By closely examining the structure of the new coronavirus spike protein, the researchers did uncover something that sets it apart from the other SARS-related coronaviruses. Walls said that the research team unexpectedly found a furin cleavage site at a boundary between two subunits of the spike protein in the newly emerged coronavirus. It is not yet known if this difference is expanding the kinds of cells the new coronavirus could infect or enhancing its transmissibility, in a way that might be similar to that of highly pathogenic avian flu viruses.
As a whole, details contained in the results reported in this week’s paper may help to explain the efficiency of the new coronavirus in delivering its viral code into human cells, and its rapid transmission among people.
At present, there are no preventatives or approved, specific treatments (aside from experimental therapies) that can be directed at the new coronavirus.
“Our ultimate goal would be if our work could contribute as a step towards a vaccine, antiviral or any sort of therapy that currently does not yet exist,” Walls said, and added that it would be fantastic if her team’s scientific efforts could be a step towards being helpful to people in that way.

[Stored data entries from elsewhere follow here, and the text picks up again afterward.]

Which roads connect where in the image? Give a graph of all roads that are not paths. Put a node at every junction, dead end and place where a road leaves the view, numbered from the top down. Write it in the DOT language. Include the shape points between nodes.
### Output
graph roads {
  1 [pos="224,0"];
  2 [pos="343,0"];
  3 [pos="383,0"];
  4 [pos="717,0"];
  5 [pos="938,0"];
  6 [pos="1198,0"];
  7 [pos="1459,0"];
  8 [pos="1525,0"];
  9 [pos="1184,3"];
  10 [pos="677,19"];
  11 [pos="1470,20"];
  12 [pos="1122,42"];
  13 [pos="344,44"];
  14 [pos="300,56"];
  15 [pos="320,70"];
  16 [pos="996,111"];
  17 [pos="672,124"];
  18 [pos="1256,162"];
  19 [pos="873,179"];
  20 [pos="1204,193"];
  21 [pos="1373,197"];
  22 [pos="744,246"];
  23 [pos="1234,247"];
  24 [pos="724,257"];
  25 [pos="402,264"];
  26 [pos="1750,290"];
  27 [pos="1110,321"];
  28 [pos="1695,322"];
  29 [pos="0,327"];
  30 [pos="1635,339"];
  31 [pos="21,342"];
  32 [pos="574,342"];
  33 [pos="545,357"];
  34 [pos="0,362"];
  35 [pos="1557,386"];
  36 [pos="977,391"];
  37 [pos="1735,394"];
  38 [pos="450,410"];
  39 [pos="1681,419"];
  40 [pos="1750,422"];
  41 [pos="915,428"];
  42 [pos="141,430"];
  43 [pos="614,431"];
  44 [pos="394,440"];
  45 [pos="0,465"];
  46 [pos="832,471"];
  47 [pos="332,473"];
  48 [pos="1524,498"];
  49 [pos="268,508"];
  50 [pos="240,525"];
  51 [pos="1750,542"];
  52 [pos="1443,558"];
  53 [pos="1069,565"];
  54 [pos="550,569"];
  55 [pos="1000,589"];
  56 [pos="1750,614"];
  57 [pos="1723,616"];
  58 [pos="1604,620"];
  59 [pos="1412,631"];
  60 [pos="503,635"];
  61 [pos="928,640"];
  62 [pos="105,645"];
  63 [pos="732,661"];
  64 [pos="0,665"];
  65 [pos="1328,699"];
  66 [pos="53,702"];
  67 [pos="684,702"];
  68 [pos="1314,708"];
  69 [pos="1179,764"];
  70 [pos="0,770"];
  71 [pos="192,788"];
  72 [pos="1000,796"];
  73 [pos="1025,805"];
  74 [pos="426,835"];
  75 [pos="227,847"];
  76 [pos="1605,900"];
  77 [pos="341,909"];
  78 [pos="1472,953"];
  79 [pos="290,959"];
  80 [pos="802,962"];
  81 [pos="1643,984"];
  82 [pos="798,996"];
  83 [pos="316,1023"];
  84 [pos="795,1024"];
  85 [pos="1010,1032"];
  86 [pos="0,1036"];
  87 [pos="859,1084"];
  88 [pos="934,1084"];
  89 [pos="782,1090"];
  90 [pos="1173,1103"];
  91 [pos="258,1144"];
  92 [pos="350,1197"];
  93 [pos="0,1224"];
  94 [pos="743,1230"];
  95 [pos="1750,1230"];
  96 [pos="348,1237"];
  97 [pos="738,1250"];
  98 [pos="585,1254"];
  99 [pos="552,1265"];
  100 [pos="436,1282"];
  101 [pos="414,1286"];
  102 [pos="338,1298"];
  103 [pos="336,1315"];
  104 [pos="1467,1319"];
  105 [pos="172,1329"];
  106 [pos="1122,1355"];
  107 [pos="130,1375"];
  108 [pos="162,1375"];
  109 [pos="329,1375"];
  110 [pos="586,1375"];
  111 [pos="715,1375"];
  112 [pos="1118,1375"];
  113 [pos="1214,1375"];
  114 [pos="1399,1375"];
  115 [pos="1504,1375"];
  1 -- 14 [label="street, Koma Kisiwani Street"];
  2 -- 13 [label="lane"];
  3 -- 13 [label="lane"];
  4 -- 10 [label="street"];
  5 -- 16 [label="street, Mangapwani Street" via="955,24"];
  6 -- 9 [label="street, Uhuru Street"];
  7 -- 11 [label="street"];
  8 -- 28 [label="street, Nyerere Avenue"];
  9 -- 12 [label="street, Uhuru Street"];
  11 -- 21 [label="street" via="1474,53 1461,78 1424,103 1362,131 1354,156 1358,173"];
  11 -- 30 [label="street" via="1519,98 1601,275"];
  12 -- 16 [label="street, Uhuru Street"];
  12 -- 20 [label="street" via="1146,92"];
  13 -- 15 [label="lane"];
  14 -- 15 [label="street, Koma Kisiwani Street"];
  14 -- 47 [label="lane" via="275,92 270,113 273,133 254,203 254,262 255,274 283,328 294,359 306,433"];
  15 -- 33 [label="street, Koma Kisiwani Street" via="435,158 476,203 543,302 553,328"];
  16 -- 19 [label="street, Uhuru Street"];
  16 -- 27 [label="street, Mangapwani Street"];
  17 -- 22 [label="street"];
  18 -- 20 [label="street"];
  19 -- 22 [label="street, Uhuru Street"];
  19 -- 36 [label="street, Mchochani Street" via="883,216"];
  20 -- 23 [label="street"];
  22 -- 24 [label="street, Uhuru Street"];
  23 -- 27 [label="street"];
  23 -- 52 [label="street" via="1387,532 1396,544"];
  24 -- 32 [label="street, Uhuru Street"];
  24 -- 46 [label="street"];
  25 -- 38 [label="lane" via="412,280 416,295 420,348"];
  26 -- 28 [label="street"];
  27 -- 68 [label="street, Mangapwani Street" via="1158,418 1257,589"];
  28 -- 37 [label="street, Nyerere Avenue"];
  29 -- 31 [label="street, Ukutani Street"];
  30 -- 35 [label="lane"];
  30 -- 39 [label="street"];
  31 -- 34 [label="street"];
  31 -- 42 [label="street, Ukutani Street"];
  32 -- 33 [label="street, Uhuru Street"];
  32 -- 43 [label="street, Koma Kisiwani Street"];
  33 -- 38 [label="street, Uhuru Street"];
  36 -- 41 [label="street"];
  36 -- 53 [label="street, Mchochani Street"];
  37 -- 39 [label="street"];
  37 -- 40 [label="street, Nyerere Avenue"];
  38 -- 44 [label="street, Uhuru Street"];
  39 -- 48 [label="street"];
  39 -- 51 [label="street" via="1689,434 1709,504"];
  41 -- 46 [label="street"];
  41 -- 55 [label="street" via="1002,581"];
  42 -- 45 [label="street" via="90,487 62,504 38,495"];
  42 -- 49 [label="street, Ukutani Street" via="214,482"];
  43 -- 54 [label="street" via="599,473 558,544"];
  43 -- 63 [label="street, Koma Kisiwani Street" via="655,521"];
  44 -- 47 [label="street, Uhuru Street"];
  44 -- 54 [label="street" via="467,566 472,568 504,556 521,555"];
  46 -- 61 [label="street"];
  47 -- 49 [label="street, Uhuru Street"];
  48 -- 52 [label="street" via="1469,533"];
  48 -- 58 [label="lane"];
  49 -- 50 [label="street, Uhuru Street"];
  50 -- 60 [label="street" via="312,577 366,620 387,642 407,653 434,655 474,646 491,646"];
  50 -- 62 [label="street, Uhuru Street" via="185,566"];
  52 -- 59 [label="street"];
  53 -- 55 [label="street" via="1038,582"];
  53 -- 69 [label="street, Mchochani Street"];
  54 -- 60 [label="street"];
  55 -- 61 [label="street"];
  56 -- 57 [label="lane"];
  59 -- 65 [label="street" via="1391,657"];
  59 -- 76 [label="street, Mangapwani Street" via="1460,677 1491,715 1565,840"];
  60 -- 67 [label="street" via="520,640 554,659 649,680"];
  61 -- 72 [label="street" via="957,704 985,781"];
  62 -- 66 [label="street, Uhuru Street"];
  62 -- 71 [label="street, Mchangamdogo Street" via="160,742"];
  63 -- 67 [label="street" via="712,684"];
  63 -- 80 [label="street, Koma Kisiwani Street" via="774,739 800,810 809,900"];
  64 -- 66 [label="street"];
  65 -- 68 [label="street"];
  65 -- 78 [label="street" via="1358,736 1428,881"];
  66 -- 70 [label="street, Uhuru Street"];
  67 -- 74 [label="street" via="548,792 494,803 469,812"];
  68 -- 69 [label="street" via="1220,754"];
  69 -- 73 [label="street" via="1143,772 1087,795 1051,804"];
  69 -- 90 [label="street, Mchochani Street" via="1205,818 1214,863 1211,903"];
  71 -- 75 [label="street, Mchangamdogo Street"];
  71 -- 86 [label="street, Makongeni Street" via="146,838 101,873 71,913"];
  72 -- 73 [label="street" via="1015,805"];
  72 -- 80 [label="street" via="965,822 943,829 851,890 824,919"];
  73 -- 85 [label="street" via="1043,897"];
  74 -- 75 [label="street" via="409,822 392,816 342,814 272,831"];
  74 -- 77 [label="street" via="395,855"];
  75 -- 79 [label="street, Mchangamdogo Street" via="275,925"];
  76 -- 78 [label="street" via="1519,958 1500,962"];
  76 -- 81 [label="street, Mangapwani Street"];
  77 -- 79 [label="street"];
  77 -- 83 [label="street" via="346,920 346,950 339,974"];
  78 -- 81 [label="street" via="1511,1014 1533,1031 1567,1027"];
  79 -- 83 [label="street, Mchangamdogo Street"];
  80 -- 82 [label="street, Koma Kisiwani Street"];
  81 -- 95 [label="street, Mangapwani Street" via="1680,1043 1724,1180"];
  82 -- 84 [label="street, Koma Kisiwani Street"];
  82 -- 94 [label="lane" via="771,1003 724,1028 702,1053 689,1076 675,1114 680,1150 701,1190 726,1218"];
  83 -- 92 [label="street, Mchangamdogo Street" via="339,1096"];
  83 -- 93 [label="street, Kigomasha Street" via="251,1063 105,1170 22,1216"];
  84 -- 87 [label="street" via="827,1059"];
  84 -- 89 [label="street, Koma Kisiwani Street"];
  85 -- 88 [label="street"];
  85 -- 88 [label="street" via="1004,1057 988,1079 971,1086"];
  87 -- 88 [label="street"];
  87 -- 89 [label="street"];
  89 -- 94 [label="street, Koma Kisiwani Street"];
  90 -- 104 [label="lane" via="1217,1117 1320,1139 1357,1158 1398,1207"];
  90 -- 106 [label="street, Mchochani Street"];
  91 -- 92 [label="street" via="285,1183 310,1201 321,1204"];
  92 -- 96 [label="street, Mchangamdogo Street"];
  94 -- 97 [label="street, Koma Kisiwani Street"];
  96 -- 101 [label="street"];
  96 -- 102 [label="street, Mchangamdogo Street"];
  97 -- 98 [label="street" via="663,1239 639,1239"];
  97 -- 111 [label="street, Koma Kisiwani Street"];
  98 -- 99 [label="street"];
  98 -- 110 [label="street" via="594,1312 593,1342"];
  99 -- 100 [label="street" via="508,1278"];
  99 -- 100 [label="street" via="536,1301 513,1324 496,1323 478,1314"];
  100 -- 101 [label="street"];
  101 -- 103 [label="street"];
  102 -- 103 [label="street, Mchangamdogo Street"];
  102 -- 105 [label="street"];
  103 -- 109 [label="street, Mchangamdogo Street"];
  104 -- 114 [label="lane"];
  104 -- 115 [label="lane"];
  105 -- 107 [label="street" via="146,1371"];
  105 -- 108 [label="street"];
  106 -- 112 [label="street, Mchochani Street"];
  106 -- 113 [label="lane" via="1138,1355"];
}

Veesler described Walls and Park and others on the team as “amazing scientists who have been working almost 24 hours a day in the lab over the past month to obtain these amazing results” to contribute to advancing the field of coronavirus research and to addressing the current public health emergency .
Parks acknowledged that the hours have been long, but that didn’t matter because he is motivated in the lab by what patients in the midst of the epidemic have had to face.
“This is what we and other labs are doing to combat this virus, and the emergence and spread of future coronaviruses that might happen, as might be the case for other viruses found in wildlife. We should just work to be prepared for it,” Veesler said.
This study was supported by the National Institutes of General Medical Sciences (R01GM120553), National Institutes of Allergy and Infectious Diseases (HHSN272201700059C), a Pew Biomedical Scholars Award, and Investigators in the Pathogenesis of Infectious Disease Award from the Burroughs Wellcome Fund, the Open Philanthropic Foundation, and the Pasteur Institute.
The researchers declared that they have no competing financial interests.